Proving $(\bf x\times y\cdot N)\ z+(y\times z\cdot N)\ x+(z\times x \cdot N)\ y= 0$ when $\bf x,y,z$ are coplanar and $\bf N$ is a unit normal vector

If what is required is only to prove the validity of the given identity, there is another approach. Observe that if $x$ and $y$ are linearly dependent, i.e. for some $c$, $x=c y$ or $y=c x$, then the identity holds trivially because $w\times v =-(v\times w)$ and $v \times v=0$ for all $v,w$. Thus, we may assume $x$ and $y$ are linearly independent and hence $z$ is a linear combination of $x$ and $y$, that is, $z=ax+by$ for some $a,b$. Now, since the given identity is linear in each variable and it holds for both $z=x$ and $z=y$, it is also true for $z=ax+by$. This proves the identity. It can be also noted that $N$ being perpendicular to the plane containing $x,y,z$ plays no role in this proof.

Here's an observation: If $Q$ is a rotation matrix, then $$ (Qx) \times (Qy) = Q(x \times y) $$

You have to prove that, of course, but it's not too tough. Similarly, $$ (Qx) \cdot (Qy) = x \cdot y $$ and, for a scalar $\alpha$, we have $$ Q (\alpha x) = \alpha (Q x) $$

Now suppose that for some vector $v$, we have $$ (\mathbf{x}\times\mathbf{y} \cdot \mathbf{N})\ \mathbf{z} + (\mathbf{y}\times\mathbf{z} \cdot \mathbf{N})\ \mathbf{x} + (\mathbf{z}\times\mathbf{x} \cdot \mathbf{N})\ \mathbf{y}=\mathbf{v}. $$

Key idea 1: You can apply the rules above to show that for any rotation matrix $Q$, you can apply $Q$ to all the elements on the left to get $Qv$.

Key idea 2: You can choose $Q$ so that it takes $N$ to the vector $(0,0,1)$, and puts $x, y,$ and $z$ into the plane consisting of vectors of the form $(a, b, 0)$. And in that plane, it's easy to see that you get $0$, so $Qv = 0$. Hence $v = 0$, and you're done.
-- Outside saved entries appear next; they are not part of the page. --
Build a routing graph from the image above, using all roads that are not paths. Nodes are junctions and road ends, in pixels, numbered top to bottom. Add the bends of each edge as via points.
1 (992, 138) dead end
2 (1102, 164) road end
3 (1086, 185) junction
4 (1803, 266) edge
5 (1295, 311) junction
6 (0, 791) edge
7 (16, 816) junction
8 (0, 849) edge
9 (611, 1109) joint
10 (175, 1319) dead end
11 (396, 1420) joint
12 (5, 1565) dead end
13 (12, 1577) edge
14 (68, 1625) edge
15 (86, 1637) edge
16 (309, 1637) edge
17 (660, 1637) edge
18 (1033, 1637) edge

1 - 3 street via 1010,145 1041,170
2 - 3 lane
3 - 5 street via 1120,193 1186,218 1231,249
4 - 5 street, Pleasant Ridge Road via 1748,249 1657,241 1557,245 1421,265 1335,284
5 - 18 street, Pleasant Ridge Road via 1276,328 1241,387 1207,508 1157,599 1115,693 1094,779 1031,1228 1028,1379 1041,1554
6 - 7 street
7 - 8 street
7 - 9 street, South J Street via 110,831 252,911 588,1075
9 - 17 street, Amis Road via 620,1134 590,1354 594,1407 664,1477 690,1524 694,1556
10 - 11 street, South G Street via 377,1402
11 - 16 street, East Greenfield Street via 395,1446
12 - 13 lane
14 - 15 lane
In short: by a change of basis, you can assume that $N$ is the vector $(0,0,1)$ and that the other vectors all lie in the $(a, b, 0)$ plane, and things get easy.

Writing $x=a\hat{i}+b\hat{j},\,y=c\hat{i}+d\hat{j},\,z=e\hat{i}+f\hat{j},\,N=N\hat{k}$ reduces the sum to $$N((ad-bc)(e\hat{i}+f\hat{j})+(cf-de)(a\hat{i}+b\hat{j})+(be-af)(c\hat{i}+d\hat{j})).$$The $\hat{i}$ coefficient is $N(ade-bce+acf-ade+bce-acf)=0$. The $\hat{j}$ coefficient can be handled similarly.